What’s in the long-term interest of Indian Consumers?
Make no mistake. Having sustainable competition is the best solution in the long term that will benefit consumers. That alone will ensure prices are fair and quality services are being provided, while both players generate reasonable profits. None of the global giants want that. They see India as a large market they want to own for decades and so are indulging in “capital dumping” with the hope that eventually local startups will run out of capital to compete and they can run a monopoly business in India. Once local rivals are out, they will raise prices. That hour-long cab ride you took to work for under Rs 100 will seem like a distant memory. Who knows what the new price will be, but suffice to say it will be significantly higher with sufficient markup to recuperate their losses. And the driver subsidy — it will vanish overnight. Case in point — here’s what happened in China where prices doubled overnight after the Didi-Uber merger.
The Way Ahead
Given the scorching pace of growth of Indian internet companies, there is an urgent need to define and problem solve for the issues outlined above. Should this issue have been raised earlier? Absolutely. Did we as an industry fail in our duty to foresee and address these issues sooner, possibly. But there’s never a bad time to discuss the right things. We are seeing the emergence of India’s first wave of tech mega-corns and this is new territory for all of us. Moreover, the degree of undercutting on price has intensified in recent times with the intent to drive out local players. There’s a fine line between price undercutting for promotional purpose v/s unfair market practices like capital dumping. How do you decide what constitutes capital dumping? I don’t claim to have the answers but at-least a recognition and discussion of the core issue will help us all gravitate towards a practical solution that is in the long-term interest of consumers. It’s disturbing that so many smart people have been quick to diss our local heroes without so much as a second thought.

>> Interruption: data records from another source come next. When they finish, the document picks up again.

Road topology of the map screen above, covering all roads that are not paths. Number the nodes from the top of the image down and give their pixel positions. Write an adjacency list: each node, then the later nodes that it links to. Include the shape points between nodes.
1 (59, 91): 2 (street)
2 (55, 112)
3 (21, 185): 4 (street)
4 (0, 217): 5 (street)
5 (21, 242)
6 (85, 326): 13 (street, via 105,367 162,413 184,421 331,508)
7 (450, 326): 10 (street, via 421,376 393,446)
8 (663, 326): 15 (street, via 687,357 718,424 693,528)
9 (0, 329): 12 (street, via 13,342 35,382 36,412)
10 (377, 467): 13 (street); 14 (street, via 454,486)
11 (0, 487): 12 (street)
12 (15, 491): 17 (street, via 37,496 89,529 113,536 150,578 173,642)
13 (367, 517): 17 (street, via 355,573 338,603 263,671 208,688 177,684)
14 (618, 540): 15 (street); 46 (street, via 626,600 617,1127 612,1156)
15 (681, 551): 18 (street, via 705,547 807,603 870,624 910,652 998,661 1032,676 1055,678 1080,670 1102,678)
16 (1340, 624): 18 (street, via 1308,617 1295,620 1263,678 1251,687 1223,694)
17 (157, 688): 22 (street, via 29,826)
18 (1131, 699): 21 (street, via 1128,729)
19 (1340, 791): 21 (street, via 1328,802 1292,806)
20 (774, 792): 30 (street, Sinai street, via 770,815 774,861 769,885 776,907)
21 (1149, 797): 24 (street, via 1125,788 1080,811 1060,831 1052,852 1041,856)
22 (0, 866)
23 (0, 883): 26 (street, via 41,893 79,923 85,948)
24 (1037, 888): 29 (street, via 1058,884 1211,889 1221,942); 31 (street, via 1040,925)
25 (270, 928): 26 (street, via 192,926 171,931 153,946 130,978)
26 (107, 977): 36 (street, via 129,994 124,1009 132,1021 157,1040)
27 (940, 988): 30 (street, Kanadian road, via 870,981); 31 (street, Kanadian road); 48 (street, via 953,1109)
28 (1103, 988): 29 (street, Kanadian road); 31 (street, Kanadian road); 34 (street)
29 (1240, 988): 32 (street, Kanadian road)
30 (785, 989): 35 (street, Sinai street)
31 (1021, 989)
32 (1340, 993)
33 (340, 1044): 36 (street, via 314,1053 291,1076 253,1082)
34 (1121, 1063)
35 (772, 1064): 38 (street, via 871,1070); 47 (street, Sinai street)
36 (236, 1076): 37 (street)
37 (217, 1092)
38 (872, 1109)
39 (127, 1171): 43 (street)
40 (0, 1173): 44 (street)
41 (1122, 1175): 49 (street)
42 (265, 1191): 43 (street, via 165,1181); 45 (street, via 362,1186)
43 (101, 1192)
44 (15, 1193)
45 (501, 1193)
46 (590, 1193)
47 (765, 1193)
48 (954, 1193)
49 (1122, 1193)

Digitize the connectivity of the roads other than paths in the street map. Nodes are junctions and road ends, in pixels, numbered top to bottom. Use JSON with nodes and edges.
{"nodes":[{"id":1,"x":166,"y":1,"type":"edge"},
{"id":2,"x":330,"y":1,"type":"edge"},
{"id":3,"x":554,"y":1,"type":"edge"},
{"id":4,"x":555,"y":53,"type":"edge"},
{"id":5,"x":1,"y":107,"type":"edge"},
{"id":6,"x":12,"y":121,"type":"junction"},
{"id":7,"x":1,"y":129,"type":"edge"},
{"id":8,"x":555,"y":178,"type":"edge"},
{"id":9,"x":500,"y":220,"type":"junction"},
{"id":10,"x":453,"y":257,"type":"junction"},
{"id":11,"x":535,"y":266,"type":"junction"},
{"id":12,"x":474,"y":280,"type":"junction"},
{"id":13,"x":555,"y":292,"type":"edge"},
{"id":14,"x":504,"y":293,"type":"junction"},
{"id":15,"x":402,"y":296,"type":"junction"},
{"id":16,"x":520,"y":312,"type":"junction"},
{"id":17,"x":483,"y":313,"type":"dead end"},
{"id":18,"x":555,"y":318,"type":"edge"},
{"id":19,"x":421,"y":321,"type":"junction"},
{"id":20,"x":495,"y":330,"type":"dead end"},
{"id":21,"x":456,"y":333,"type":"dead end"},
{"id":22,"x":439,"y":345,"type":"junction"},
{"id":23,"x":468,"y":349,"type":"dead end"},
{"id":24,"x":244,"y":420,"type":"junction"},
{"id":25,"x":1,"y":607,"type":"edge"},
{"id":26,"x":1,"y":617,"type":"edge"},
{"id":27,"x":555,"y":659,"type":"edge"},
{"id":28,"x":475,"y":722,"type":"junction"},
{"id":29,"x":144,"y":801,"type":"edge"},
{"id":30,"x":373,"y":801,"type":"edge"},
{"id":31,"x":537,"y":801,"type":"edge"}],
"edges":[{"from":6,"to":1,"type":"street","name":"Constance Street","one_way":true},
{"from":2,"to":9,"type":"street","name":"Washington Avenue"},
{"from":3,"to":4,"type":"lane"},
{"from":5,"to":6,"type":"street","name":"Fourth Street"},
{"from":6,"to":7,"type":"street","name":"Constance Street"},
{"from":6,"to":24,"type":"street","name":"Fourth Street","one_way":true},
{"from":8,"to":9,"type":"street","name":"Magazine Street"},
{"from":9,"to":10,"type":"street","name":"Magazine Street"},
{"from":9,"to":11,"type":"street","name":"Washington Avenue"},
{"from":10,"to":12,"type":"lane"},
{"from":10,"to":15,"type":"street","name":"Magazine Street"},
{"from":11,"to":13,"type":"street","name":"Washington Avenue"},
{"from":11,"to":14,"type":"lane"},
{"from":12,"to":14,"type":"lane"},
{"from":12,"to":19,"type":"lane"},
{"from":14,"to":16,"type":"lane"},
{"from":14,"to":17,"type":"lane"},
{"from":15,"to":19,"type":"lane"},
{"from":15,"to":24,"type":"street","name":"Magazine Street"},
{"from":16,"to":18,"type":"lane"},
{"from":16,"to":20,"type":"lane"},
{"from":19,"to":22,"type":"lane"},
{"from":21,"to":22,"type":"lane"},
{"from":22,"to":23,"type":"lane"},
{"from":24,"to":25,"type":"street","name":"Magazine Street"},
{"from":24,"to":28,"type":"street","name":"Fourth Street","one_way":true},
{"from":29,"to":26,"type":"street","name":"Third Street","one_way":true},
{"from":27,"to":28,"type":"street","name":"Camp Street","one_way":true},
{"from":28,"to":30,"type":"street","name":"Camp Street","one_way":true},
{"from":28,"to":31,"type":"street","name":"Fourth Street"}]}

Let’s understand these issues and the ramifications they will have on our country, let alone the nascent startup eco-system. India will be better served if we have the Flipkart’s and Ola’s thrive to become large platforms that can match and do even better than what their global peers do in their home markets. They will inspire a new generation of entrepreneurs who will believe they too can compete against the mightiest and have a shot at victory. Whether we like it or not, we are all long Flipkart and Ola — their decline will hurt the entire tech eco-system. And when they win (that doesn’t mean their global peers must lose, they just need to stop their strategy of capital-dumping and compete fairly), our country will never be the same again. We can recreate the magic that happened in Silicon Valley and China. It will open up a rush of capital and lead to a new wave of innovation, the kind our country hasn’t witnessed before. And our local heroes will be the ones leading that wave. And for that, they don’t need protection, just a level playing field.